> **What is needed**
Across the entries below, how many lines include "that"? Give the number and nothing else.

> **Supplied material**
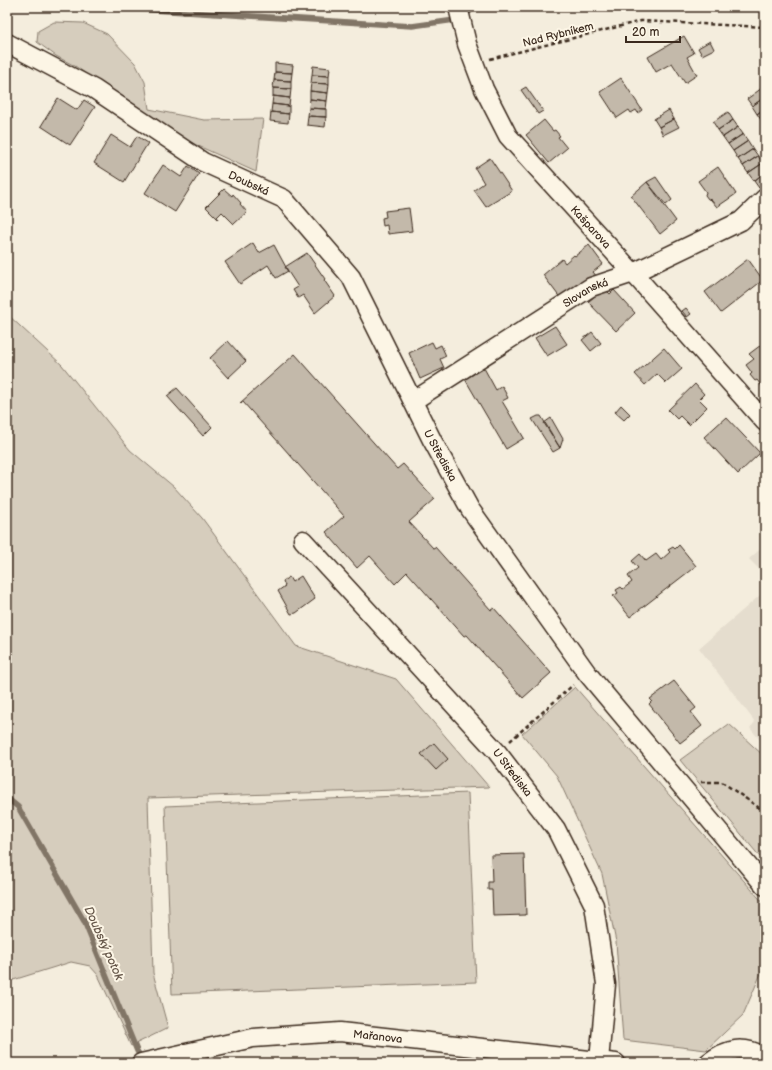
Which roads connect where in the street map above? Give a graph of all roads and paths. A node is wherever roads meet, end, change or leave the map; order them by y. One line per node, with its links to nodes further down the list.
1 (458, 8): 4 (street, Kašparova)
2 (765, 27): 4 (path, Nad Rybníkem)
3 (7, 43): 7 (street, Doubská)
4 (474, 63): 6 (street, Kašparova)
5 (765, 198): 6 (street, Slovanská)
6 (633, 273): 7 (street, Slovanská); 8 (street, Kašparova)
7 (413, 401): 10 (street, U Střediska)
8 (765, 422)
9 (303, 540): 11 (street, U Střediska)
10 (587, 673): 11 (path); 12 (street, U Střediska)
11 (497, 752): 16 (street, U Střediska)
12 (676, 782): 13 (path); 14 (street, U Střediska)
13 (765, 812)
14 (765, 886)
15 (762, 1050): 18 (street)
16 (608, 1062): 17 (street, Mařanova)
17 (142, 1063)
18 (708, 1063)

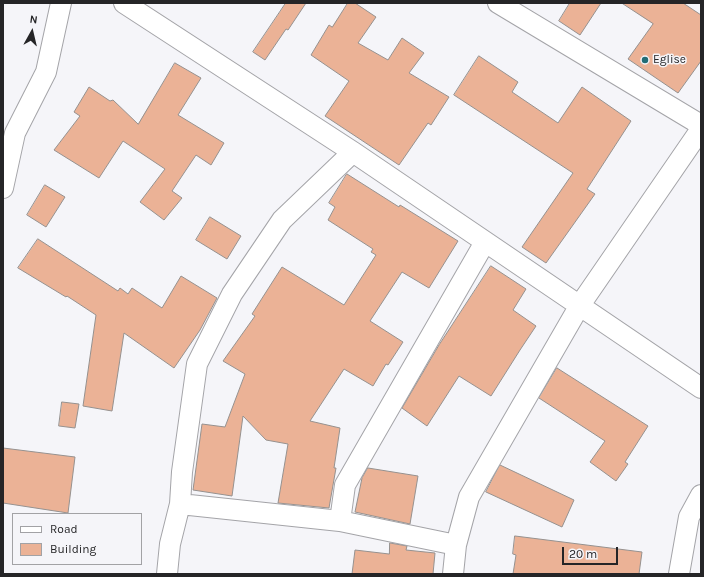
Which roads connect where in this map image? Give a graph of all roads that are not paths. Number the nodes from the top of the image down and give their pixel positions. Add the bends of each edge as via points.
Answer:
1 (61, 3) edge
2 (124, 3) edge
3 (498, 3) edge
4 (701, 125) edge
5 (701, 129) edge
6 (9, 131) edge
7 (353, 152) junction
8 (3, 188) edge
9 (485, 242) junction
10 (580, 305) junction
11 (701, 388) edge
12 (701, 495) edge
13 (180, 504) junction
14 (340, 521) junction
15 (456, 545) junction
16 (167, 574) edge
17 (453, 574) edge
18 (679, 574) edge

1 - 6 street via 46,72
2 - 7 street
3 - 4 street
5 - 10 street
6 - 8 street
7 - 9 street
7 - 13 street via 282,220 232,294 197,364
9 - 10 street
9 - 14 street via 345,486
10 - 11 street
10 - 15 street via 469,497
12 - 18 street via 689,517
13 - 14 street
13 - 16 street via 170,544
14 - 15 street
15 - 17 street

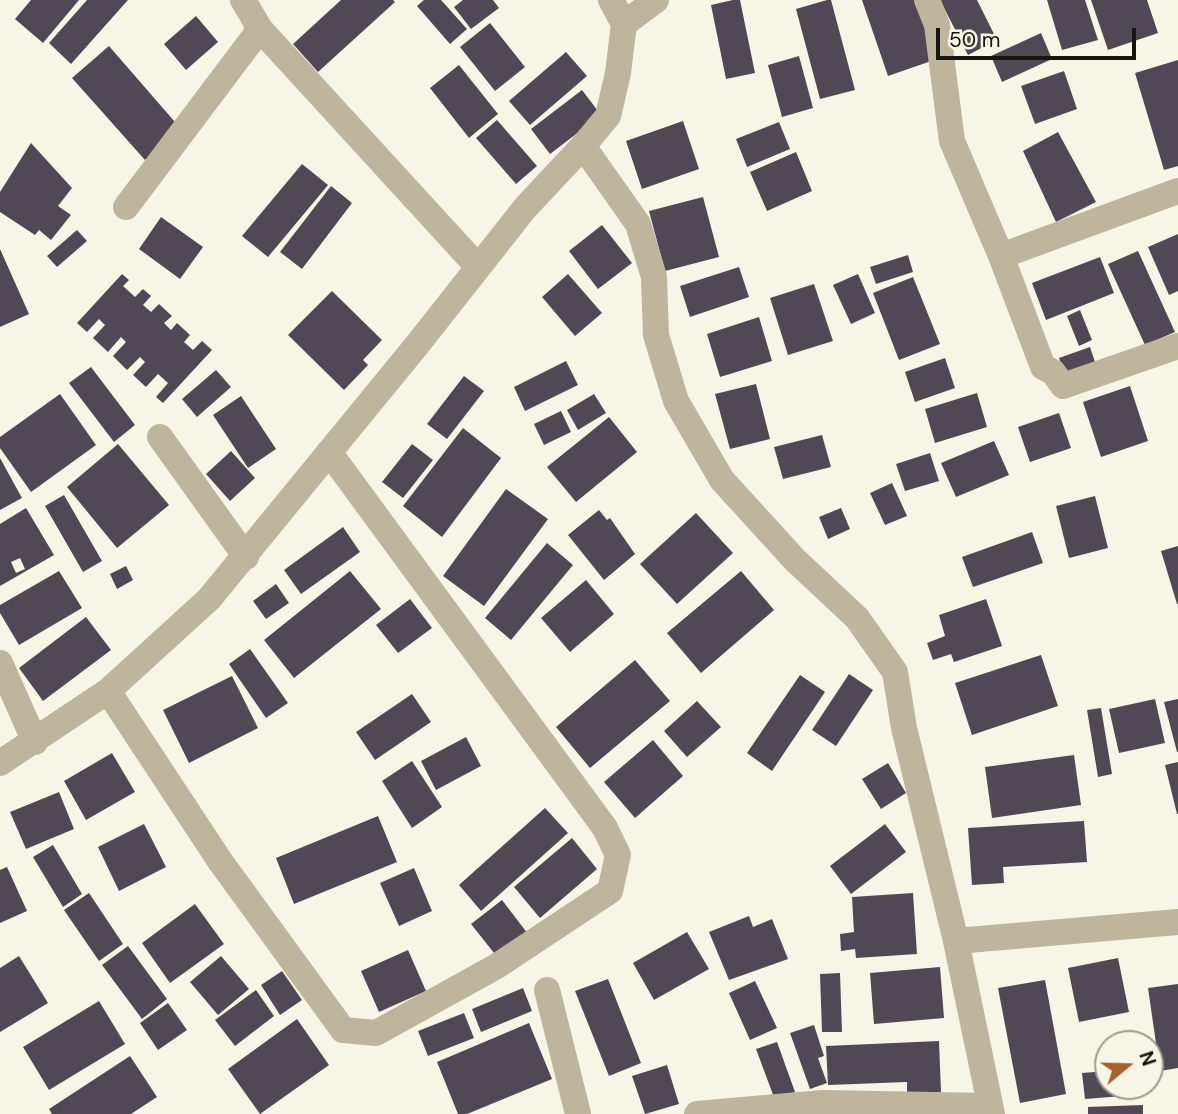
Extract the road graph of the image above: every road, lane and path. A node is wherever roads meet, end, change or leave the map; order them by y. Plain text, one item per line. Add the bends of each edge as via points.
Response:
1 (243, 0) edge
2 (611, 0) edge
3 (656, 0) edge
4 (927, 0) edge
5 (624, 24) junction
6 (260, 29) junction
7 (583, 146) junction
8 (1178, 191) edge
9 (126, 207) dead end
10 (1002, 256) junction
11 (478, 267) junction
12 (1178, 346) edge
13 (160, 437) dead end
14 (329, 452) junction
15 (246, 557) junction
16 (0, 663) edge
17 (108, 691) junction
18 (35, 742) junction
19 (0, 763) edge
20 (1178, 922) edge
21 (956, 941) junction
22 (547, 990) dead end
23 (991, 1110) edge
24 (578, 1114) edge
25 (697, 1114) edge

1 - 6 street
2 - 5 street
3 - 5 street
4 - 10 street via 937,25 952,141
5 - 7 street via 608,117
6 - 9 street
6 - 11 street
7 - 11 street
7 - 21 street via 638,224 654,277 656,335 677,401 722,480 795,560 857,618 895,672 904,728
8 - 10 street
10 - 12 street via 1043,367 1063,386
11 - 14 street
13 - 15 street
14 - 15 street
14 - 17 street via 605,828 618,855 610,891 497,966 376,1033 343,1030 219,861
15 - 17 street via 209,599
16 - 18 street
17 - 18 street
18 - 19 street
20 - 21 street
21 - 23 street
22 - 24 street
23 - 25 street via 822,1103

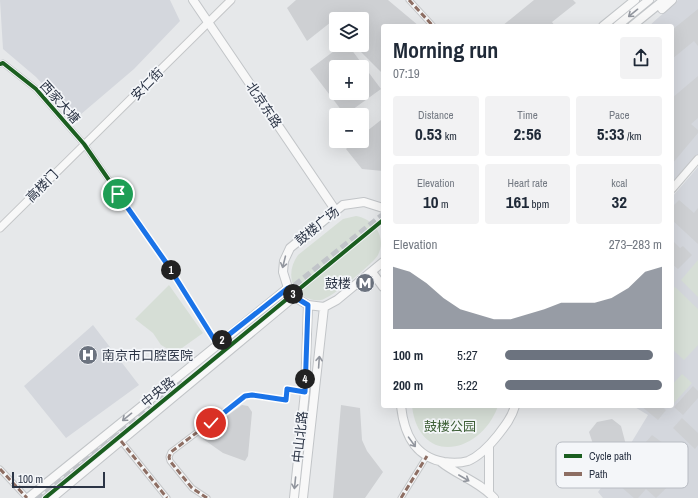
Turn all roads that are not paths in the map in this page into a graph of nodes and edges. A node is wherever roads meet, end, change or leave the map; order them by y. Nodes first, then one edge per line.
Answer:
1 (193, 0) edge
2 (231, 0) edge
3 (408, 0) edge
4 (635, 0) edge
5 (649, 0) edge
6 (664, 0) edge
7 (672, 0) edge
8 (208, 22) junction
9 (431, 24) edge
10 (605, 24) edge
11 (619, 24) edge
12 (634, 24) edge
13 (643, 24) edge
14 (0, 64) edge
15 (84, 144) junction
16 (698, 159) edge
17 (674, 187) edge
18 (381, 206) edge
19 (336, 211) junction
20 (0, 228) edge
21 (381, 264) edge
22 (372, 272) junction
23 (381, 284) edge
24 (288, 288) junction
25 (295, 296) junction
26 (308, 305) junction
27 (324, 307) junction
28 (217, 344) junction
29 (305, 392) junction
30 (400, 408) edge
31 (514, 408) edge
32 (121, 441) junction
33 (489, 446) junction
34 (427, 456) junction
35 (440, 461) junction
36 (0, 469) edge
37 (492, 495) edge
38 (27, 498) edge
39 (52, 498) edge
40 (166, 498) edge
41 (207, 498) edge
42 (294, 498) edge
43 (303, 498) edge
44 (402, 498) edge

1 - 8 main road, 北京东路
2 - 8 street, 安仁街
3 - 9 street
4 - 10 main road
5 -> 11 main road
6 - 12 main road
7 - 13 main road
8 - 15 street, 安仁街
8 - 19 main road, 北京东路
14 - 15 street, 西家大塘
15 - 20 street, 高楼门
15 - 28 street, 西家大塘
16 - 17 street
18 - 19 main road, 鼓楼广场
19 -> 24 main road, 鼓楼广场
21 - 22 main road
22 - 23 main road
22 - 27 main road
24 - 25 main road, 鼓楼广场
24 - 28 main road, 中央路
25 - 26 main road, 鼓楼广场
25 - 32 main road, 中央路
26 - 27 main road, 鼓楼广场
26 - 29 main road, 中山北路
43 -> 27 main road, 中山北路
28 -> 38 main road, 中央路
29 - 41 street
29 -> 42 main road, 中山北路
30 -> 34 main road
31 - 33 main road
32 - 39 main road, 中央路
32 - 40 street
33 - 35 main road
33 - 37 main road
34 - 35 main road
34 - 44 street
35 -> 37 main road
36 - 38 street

> **Answer for the task**
2